At the Once Upon a Tine Diner — that’s Tine, as in fork prong — you might go hungry if you aren’t careful how you order.

Customer Nancy Grapevine pointed to the spaghetti and told waitress Mary Ann Russo: “I’d like a plate!”

All she got was the plate.

So she ordered spaghetti.

She got it. With no sauce.

So she ordered sauce. It arrived with no meatballs.

So she ordered them. They needed cheese, please!

A napkin maybe? No fork. At the TINE Diner? Chef Reid Moore’s spaghetti was tasty, Grapevine said. But, she asserted, Russo’s bad service was not going to earn her a tip.

No tip? Wait a minute, said Russo, to the amusement of the other patrons, who had walked from their fourth-grade Hubbard Elementary School classes Tuesday to check out what was on the menu at the diner — open for a limited time last week and this week only in a room at the Hubbard Library.

They never did get waited on, as Grapevine struggled to get everything she wanted for her lunch from Russo.

Russo gave out her own tip, though, for Grapevine and for the fourth-graders: “You should go to the Hubbard Public Library,” she said. “They have great service! They’ll find you any kind of book you like. They have a book buffet!”

The diner is open only for Class Visits, when Hubbard Elementary students from kindergarten to fourth grade walk to the library to watch the skit there, learn about the library’s summer-reading program and check out some books.

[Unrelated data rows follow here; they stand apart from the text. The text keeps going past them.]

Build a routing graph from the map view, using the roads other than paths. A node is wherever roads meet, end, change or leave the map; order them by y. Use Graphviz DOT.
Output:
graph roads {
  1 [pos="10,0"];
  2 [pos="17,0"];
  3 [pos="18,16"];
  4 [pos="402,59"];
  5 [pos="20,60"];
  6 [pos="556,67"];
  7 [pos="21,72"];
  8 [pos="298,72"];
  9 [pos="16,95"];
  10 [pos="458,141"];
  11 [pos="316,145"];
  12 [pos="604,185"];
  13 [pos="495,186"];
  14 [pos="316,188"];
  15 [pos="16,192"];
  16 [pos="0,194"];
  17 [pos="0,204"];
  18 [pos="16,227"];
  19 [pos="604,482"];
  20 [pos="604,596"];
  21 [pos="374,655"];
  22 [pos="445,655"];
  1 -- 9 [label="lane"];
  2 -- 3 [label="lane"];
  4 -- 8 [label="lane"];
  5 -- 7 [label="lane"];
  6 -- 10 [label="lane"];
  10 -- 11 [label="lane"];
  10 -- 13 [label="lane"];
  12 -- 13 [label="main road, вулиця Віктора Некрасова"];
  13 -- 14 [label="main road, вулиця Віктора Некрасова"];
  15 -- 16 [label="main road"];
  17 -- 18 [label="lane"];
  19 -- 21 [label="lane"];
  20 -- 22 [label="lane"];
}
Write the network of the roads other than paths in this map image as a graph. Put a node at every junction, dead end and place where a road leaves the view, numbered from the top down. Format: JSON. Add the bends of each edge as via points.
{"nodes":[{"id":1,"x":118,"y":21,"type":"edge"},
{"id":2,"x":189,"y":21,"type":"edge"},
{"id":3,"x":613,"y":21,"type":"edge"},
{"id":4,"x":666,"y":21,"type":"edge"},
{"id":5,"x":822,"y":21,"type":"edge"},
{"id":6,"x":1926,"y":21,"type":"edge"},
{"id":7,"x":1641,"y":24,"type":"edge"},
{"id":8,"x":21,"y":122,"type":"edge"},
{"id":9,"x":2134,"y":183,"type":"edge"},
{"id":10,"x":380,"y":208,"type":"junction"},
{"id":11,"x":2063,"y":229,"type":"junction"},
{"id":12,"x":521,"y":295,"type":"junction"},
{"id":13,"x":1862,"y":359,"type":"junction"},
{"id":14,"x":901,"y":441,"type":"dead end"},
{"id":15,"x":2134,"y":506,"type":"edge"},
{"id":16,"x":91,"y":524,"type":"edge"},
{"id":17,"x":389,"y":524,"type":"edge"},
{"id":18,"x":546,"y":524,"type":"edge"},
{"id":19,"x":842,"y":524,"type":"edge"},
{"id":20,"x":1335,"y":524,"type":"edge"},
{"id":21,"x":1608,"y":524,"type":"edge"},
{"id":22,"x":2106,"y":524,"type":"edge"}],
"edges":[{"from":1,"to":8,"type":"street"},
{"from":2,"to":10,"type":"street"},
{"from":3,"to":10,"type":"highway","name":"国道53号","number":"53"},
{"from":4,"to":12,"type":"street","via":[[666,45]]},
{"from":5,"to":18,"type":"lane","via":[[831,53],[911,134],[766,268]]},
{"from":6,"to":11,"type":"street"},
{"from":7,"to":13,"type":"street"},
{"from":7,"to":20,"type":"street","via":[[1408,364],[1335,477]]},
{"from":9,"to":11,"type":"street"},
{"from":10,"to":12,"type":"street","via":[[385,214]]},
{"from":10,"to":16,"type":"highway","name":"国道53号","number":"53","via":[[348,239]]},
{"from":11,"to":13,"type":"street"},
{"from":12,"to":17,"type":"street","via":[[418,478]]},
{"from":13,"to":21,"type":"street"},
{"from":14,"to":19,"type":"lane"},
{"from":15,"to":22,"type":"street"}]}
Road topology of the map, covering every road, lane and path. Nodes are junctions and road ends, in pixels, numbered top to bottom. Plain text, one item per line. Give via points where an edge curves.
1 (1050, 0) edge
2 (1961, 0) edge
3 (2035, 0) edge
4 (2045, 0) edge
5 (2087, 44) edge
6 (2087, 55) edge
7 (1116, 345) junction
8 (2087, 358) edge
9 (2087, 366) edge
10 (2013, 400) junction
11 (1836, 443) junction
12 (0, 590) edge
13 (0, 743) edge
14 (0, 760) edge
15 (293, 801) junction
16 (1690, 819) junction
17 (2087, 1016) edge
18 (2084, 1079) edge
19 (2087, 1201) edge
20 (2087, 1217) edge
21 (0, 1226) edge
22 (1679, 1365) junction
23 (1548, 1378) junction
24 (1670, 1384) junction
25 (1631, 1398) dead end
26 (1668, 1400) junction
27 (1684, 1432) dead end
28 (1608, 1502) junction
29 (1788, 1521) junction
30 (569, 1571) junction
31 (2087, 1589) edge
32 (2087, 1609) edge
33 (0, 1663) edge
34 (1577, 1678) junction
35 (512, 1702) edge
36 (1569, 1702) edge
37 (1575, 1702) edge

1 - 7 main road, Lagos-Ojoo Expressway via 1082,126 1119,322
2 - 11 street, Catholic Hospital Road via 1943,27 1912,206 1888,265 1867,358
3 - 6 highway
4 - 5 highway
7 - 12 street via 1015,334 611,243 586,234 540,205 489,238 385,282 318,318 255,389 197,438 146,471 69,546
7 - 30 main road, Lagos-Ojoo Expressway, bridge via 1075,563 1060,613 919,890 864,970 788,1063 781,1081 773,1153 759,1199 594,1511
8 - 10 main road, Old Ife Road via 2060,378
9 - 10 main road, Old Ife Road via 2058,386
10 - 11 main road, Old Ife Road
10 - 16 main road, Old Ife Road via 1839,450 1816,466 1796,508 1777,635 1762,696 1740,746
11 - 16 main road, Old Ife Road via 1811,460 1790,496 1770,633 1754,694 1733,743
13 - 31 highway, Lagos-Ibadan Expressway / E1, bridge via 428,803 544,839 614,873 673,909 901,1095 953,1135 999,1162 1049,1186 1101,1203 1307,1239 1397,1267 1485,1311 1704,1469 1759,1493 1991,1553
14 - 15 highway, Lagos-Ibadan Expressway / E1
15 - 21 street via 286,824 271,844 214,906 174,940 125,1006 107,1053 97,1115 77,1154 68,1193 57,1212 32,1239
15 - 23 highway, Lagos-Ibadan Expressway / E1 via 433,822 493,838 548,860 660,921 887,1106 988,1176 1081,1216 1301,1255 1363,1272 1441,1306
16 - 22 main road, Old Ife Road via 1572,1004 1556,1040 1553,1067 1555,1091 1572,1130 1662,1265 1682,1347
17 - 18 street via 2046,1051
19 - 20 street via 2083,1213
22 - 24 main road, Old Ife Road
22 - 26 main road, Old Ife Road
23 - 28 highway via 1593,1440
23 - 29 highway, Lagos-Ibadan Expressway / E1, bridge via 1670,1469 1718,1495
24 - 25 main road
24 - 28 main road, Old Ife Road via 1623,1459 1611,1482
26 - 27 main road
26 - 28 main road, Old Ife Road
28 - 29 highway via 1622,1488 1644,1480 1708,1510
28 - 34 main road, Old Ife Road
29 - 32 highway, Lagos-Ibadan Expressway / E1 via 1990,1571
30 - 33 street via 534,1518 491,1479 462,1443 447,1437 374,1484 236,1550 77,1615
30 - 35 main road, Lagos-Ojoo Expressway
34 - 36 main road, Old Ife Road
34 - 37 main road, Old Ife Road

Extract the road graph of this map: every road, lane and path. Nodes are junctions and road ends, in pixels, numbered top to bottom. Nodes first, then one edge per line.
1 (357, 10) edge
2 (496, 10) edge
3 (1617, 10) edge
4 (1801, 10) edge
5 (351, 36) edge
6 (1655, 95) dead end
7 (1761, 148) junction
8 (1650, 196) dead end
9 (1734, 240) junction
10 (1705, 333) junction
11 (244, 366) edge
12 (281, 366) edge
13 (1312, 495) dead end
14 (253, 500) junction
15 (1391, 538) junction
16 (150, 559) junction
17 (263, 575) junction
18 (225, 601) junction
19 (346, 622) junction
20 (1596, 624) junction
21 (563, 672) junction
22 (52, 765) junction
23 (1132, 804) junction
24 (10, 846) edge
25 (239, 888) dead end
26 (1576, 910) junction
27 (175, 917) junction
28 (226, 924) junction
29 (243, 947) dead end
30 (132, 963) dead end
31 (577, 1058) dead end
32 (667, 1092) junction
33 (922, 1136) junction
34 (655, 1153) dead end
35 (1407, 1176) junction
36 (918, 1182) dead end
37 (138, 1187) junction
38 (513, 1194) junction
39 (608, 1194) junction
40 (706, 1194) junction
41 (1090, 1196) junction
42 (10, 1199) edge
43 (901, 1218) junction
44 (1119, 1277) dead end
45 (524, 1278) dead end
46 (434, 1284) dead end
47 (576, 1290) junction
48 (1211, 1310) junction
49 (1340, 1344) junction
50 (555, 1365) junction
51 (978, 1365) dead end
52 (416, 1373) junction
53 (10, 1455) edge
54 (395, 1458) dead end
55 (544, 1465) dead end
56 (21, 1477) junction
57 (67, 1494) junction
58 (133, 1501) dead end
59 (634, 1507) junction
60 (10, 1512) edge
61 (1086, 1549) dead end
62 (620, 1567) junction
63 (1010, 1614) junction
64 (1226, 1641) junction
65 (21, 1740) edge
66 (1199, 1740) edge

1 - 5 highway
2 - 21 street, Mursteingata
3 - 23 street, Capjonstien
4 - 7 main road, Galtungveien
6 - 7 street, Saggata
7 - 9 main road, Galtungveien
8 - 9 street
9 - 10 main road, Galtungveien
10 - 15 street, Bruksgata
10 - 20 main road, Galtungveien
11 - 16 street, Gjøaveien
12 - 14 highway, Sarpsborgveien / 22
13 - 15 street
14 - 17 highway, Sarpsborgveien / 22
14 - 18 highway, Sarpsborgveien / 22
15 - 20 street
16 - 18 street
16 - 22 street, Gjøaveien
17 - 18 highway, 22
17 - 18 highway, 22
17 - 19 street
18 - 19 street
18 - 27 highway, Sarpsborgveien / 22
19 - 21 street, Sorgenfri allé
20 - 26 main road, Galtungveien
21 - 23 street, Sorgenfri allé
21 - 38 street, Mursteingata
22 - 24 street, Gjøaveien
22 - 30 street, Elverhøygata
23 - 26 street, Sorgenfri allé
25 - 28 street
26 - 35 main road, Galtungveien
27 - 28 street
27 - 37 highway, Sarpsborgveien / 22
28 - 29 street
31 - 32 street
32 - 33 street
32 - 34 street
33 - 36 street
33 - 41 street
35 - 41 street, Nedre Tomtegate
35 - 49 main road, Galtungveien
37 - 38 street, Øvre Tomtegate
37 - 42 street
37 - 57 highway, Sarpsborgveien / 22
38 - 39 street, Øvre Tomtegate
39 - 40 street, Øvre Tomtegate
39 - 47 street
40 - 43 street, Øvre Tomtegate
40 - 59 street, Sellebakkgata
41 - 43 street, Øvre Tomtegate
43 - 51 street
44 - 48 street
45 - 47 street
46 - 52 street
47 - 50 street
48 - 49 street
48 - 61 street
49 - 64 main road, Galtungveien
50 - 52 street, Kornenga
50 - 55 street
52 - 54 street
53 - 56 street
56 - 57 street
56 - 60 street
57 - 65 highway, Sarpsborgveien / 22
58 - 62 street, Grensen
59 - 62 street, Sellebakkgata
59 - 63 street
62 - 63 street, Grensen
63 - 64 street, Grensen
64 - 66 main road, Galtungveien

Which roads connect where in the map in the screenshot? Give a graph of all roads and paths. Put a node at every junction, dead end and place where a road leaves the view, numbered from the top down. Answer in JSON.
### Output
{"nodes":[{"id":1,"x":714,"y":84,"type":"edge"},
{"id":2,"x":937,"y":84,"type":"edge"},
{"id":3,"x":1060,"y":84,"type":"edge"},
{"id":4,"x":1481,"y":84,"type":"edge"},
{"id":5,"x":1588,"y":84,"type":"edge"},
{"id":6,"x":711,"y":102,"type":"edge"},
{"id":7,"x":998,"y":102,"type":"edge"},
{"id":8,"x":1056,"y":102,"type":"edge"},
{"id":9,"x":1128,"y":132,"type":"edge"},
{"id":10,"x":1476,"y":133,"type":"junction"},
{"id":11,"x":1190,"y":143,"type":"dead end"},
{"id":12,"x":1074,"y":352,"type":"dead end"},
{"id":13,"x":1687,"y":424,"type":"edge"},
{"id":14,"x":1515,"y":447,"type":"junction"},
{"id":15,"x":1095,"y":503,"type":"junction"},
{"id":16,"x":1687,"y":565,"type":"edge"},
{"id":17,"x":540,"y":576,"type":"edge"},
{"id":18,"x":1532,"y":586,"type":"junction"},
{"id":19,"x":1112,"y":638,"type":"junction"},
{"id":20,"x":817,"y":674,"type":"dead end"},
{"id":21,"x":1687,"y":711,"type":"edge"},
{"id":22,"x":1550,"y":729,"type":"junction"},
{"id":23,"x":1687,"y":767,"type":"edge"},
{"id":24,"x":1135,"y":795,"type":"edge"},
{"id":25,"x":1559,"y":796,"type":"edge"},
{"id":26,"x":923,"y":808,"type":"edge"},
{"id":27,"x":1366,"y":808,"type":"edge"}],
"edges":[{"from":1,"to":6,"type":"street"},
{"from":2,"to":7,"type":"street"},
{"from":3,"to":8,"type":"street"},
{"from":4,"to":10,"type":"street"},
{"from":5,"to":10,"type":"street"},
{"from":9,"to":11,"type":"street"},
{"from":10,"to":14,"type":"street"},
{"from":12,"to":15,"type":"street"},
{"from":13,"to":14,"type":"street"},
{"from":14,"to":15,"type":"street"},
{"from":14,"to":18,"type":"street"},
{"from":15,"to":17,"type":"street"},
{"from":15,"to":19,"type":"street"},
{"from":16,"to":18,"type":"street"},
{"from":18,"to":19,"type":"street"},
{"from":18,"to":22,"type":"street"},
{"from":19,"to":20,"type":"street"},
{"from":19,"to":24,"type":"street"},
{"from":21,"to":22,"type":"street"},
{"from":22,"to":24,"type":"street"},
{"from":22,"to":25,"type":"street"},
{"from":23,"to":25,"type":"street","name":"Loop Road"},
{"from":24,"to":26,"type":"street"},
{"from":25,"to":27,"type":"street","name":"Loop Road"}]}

When the diner isn’t open, Russo returns to her job as children’s librarian. Grapevine goes back to hers as assistant librarian, and Chef Moore becomes library volunteer Jonathan Wlodarski.

Through their work at the diner, however, they hope to entice the students to enter the reading program.

Each diner “patron” received a special Recipe for Reading which, if followed, will serve one fourth-grader with an endless appetite for reading all summer long:

RECIPE FOR READING

Children age 2 to 12

Books from the library. Read, or have them read to you.

Visit the library during listed hours: Mondays, Tuesdays, Wednesdays, 9 a.m. to 7 p.m; Thursdays, 9 a.m. to 4 p.m., and Saturdays, 9 a.m. to 1 p.m.

Choose one book you’ve read to talk about with a librarian.

Then participate in a specified activity for the week:

June 16-21, Fork Friends Craft; June 23-28, Pizza Works coupon award; June 30 to July 5, Utensil painting craft; July 7-12, receive a color-change spoon; July 14-19, fork-weaving craft; July 21, Read It or Eat It Festival, during which participants transform books into culinary masterpieces.

Before they went back to their classes, students checked out the stacks to get a taste of what’s cooking for the summer at the library. Registration for the program is from 3 to 6 p.m. June 11; and from 10 a.m. to 1 p.m. June 12 and 14.